Task item: Report every line of the records that includes the word "Cartier".

◆ ◆ ◆

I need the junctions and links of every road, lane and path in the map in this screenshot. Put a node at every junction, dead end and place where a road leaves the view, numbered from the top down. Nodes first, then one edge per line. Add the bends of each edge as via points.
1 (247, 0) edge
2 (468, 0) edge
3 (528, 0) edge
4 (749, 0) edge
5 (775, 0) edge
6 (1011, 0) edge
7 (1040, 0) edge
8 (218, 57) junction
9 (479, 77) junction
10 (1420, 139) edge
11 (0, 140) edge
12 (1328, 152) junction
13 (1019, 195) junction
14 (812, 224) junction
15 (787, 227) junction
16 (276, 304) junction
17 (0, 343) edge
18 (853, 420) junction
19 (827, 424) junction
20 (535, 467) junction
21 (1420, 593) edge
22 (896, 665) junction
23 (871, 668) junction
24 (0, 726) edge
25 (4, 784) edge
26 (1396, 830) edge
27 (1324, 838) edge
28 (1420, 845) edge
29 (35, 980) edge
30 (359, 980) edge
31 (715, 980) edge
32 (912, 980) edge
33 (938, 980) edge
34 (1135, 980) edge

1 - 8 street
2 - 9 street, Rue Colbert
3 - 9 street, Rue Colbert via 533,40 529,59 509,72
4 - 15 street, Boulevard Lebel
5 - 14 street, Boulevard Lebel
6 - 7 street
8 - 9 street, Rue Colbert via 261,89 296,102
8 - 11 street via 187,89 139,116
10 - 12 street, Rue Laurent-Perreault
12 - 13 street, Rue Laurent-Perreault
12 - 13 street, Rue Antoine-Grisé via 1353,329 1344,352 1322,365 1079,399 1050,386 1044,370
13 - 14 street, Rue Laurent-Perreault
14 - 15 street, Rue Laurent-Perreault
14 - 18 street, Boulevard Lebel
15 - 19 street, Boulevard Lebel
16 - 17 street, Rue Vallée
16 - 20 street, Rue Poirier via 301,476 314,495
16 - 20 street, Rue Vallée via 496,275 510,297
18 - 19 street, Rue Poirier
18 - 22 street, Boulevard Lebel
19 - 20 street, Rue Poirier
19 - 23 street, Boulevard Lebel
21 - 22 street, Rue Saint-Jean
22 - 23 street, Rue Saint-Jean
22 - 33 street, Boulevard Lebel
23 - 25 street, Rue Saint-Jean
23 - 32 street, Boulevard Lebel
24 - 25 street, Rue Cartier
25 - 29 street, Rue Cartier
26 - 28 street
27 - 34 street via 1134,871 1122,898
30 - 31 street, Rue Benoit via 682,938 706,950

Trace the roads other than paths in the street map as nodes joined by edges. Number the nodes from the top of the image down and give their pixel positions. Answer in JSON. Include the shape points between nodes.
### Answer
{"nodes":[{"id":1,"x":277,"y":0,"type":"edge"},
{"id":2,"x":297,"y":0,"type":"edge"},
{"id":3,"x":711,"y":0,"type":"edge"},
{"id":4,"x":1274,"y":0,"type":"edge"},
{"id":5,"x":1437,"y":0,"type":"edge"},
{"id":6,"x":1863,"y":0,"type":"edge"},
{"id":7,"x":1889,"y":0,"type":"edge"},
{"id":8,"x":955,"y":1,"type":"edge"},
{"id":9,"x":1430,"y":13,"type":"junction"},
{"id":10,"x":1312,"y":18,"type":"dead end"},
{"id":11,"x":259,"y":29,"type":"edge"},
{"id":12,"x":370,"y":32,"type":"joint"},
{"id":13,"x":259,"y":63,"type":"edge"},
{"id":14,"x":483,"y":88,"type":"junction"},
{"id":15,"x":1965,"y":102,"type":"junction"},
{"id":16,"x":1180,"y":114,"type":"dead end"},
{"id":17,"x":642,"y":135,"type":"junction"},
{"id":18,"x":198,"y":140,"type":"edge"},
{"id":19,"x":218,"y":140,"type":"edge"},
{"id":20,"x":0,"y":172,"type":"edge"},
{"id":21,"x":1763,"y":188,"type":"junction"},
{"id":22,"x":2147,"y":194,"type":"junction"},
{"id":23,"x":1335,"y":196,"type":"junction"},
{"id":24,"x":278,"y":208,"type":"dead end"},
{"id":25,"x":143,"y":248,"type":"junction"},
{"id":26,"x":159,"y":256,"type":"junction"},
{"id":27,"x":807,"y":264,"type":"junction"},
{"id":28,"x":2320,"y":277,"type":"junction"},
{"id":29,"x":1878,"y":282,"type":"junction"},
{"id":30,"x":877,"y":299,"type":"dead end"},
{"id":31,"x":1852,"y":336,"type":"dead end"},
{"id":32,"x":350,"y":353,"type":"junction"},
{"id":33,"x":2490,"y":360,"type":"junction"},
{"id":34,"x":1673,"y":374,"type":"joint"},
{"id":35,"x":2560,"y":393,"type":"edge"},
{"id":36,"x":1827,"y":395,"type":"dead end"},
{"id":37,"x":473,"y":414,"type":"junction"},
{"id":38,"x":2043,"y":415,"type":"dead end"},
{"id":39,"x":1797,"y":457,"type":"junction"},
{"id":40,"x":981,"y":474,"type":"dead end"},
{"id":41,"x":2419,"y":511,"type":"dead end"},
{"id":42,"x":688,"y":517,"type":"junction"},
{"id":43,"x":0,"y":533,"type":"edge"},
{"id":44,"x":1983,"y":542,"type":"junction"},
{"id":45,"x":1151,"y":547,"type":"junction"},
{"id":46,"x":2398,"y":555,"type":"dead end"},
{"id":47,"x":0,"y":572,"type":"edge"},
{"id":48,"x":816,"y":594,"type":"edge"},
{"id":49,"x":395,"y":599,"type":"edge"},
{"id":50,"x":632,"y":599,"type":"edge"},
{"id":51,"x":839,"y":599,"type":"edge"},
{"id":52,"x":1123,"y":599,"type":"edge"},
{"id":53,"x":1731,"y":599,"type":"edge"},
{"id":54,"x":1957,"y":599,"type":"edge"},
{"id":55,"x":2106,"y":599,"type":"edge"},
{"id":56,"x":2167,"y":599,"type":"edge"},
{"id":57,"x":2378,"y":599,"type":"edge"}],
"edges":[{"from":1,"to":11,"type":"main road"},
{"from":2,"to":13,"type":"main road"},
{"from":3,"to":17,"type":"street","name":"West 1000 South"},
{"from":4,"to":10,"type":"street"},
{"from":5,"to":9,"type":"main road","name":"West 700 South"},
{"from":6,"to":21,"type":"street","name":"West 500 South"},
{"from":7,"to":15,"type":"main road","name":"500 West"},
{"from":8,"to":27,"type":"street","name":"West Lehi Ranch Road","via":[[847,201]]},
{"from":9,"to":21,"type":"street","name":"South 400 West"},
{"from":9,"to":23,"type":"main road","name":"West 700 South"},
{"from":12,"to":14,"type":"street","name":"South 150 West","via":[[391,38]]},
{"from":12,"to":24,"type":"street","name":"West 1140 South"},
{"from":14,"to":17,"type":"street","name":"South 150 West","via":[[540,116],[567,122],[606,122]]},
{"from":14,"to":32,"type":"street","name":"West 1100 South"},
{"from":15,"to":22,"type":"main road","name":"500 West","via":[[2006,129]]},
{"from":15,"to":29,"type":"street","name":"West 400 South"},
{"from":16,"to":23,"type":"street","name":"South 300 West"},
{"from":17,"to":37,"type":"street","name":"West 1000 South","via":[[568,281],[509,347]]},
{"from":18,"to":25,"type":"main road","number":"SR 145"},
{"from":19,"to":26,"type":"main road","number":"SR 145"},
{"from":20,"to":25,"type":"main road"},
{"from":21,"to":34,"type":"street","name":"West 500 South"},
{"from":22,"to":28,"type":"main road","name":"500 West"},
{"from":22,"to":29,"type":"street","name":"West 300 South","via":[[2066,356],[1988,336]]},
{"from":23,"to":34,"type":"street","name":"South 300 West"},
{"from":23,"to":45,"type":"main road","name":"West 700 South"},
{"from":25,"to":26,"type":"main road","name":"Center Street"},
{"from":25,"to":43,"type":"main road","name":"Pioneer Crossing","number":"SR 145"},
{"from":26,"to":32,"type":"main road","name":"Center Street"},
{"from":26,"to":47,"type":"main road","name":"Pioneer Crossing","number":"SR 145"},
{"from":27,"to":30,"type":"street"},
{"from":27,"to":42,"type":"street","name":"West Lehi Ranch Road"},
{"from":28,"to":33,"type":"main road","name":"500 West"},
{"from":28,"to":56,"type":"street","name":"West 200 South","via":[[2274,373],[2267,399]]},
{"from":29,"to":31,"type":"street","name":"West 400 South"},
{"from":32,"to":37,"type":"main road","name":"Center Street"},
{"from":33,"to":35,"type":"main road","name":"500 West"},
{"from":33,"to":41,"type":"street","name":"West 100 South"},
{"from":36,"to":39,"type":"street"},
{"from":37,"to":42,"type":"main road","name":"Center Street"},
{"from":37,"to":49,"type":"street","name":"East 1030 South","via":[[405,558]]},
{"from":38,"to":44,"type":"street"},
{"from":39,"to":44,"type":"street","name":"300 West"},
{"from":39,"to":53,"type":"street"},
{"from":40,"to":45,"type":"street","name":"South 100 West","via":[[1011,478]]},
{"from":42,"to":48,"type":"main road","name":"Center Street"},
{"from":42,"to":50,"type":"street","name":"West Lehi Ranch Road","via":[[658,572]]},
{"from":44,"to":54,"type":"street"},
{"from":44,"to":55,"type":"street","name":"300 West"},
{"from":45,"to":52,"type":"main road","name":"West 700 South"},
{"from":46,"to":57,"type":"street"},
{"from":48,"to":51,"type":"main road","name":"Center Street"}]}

◆ ◆ ◆

Result below:
24 - 25 street, Rue Cartier
25 - 29 street, Rue Cartier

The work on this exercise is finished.